[Data records]
- Opening Delimiter -

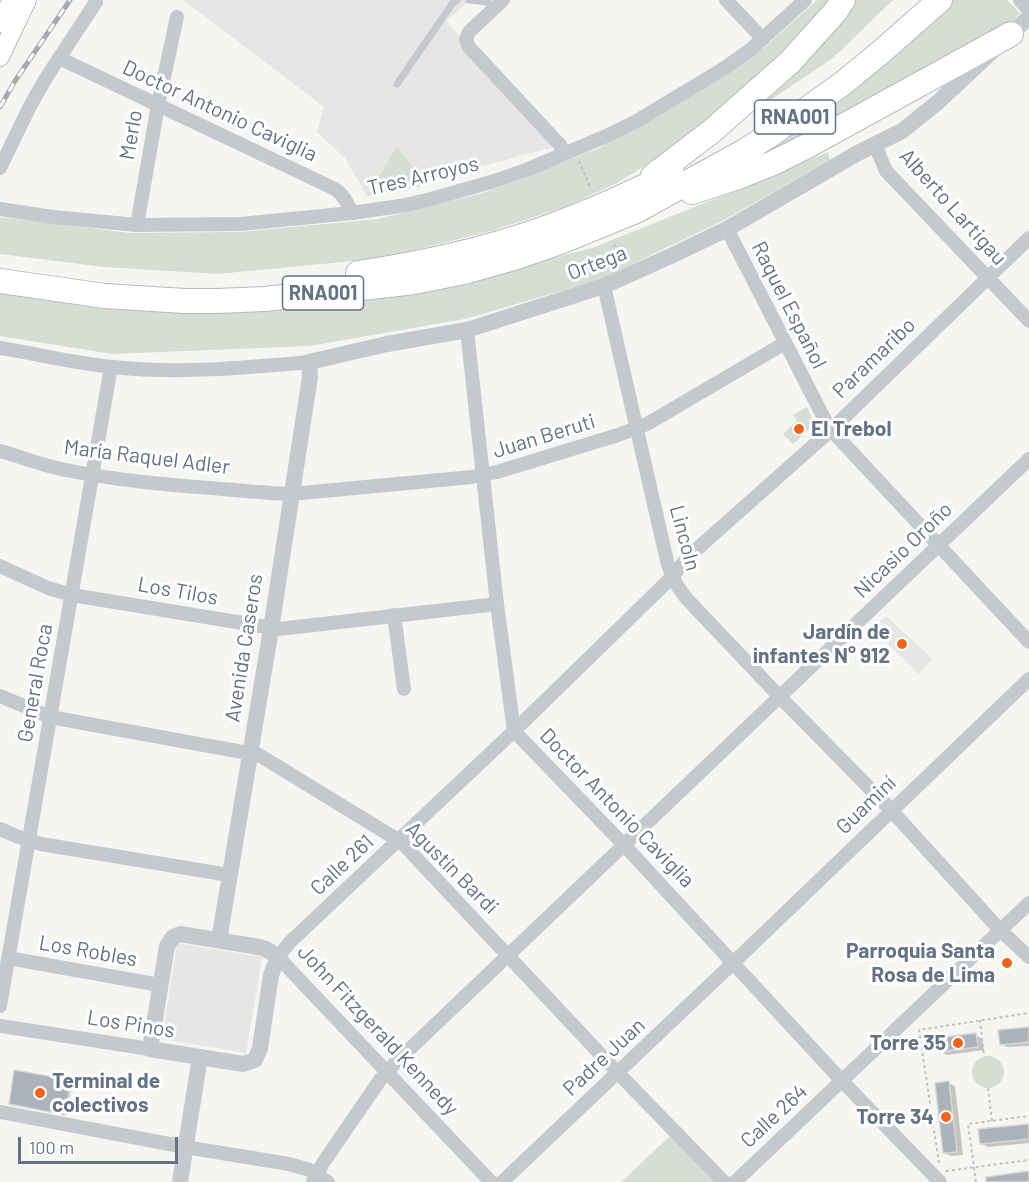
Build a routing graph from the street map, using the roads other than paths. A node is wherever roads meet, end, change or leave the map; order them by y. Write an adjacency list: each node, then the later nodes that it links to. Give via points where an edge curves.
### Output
1 (12, 0): 16 (main road)
2 (27, 0): 19 (main road)
3 (457, 0): 21 (lane)
4 (469, 0): 12 (lane)
5 (726, 0): 18 (street)
6 (806, 0): 18 (street, Tres Arroyos)
7 (843, 0): 26 (highway, via 790,62 665,168)
8 (915, 0): 26 (highway, RNA001, via 862,49 794,99)
9 (940, 0): 26 (highway, RNA001, via 850,77 773,133 742,152)
10 (1021, 0): 13 (street)
11 (96, 2): 20 (street)
12 (500, 4): 24 (street, via 466,39)
13 (1029, 9)
14 (177, 17): 22 (street, Merlo)
15 (1029, 17): 17 (street, Ortega)
16 (0, 23)
17 (1011, 34): 23 (street, Ortega, via 919,119); 26 (highway, via 772,163 741,176)
18 (763, 39): 24 (street, Tres Arroyos, via 723,69 635,122)
19 (0, 57)
20 (59, 58): 22 (street, Doctor Antonio Caviglia); 25 (street)
21 (397, 84)
22 (158, 105): 28 (street, Doctor Antonio Caviglia, via 334,189 341,193); 29 (street, Merlo)
23 (874, 145): 30 (street, Ortega); 33 (street, Alberto Lartigau, via 886,171)
24 (568, 152): 28 (street, Tres Arroyos, via 500,179 431,199)
25 (0, 168)
26 (629, 204): 32 (highway, RNA001, via 458,254 308,280 153,285 107,283); 34 (highway, RNA001, via 563,241 514,258 464,272 362,289 264,299 185,301 105,296)
27 (0, 209): 29 (street, Tres Arroyos)
28 (352, 213): 29 (street, Tres Arroyos, via 240,224)
29 (137, 225)
30 (727, 229): 35 (street, Ortega); 38 (street, Raquel Español)
31 (1029, 238): 33 (street, Paramaribo)
32 (0, 267)
33 (988, 277): 36 (street, Alberto Lartigau); 43 (street, Paramaribo)
34 (0, 281)
35 (604, 286): 37 (street, Ortega); 42 (street, Lincoln)
36 (1029, 321)
37 (466, 330): 40 (street, Ortega); 47 (street, Doctor Antonio Caviglia)
38 (785, 343): 42 (street, Juan Beruti); 43 (street, Raquel Español)
39 (0, 348): 41 (street, Ortega)
40 (309, 362): 41 (street, Ortega, via 206,369); 48 (street, Avenida Caseros)
41 (111, 367): 46 (street, General Roca)
42 (636, 428): 47 (street, Juan Beruti); 51 (street, Lincoln)
43 (831, 430): 49 (street, Raquel Español); 51 (street, Paramaribo, via 688,558)
44 (0, 451): 46 (street, María Raquel Adler)
45 (1029, 459): 49 (street, Nicasio Oroño)
46 (93, 475): 48 (street, María Raquel Adler); 52 (street, General Roca)
47 (483, 476): 48 (street, Juan Beruti); 53 (street, Doctor Antonio Caviglia)
48 (291, 494): 55 (street, Avenida Caseros)
49 (939, 545): 56 (street, Raquel Español); 60 (street, Nicasio Oroño)
50 (0, 566): 52 (street, Los Tilos)
51 (672, 577): 60 (street, Lincoln, via 687,599); 62 (street, Paramaribo)
52 (72, 595): 55 (street, Los Tilos); 61 (street, General Roca)
53 (497, 604): 54 (street, Los Tilos); 62 (street, Doctor Antonio Caviglia)
54 (394, 615): 55 (street, Los Tilos); 58 (street)
55 (271, 628): 63 (street, Avenida Caseros)
56 (1029, 642)
57 (1029, 679): 64 (street, Guaminí)
58 (404, 689)
59 (0, 696): 61 (street, Agustín Bardi)
60 (780, 697): 64 (street, Lincoln); 68 (street, Nicasio Oroño)
61 (50, 717): 63 (street, Agustín Bardi); 66 (street, General Roca)
62 (514, 731): 67 (street, Calle 261); 68 (street, Doctor Antonio Caviglia)
63 (250, 753): 67 (street, Agustín Bardi); 69 (street, Avenida Caseros)
64 (891, 810): 71 (street, Lincoln); 77 (street, Guaminí)
65 (0, 829): 66 (street)
66 (29, 840): 69 (street); 76 (street, General Roca)
67 (398, 840): 73 (street, Agustín Bardi); 74 (street, Calle 261)
68 (624, 845): 73 (street, Nicasio Oroño); 77 (street, Doctor Antonio Caviglia)
69 (229, 875): 72 (street, Avenida Caseros)
70 (1029, 903): 71 (street, Calle 264)
71 (1000, 930): 75 (street, Lincoln); 86 (street, Calle 264)
72 (219, 940): 74 (street, John Fitzgerald Kennedy, via 266,949); 79 (street, John Fitzgerald Kennedy, via 180,934 172,938)
73 (508, 954): 84 (street, Nicasio Oroño); 85 (street, Agustín Bardi)
74 (278, 957): 83 (street, Los Pinos, via 255,1060 243,1064); 84 (street, John Fitzgerald Kennedy)
75 (1029, 957)
76 (8, 958): 78 (street, General Roca); 79 (street, Los Robles)
77 (734, 963): 85 (street, Padre Juan); 86 (street, Doctor Antonio Caviglia)
78 (3, 975): 80 (street, General Roca)
79 (160, 985): 82 (street)
80 (0, 1006)
81 (0, 1026): 82 (street, Los Pinos)
82 (150, 1049): 83 (street, Los Pinos)
83 (200, 1057): 88 (street)
84 (387, 1072): 89 (street, Nicasio Oroño); 91 (street, John Fitzgerald Kennedy)
85 (618, 1072): 92 (street, Padre Juan); 93 (street, Agustín Bardi)
86 (842, 1081): 94 (street, Calle 264); 95 (street, Doctor Antonio Caviglia)
87 (0, 1112): 88 (street)
88 (185, 1147): 89 (street, via 290,1164 305,1168); 90 (street)
89 (319, 1179)
90 (180, 1182)
91 (491, 1182)
92 (502, 1182)
93 (724, 1182)
94 (735, 1182)
95 (940, 1182)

- Closing Delimiter -

--- Your goal ---
Across all the records, find the lines containing the word "Roca" and reproduce each one.

--- Exercise answer ---
41 (111, 367): 46 (street, General Roca)
46 (93, 475): 48 (street, María Raquel Adler); 52 (street, General Roca)
52 (72, 595): 55 (street, Los Tilos); 61 (street, General Roca)
61 (50, 717): 63 (street, Agustín Bardi); 66 (street, General Roca)
66 (29, 840): 69 (street); 76 (street, General Roca)
76 (8, 958): 78 (street, General Roca); 79 (street, Los Robles)
78 (3, 975): 80 (street, General Roca)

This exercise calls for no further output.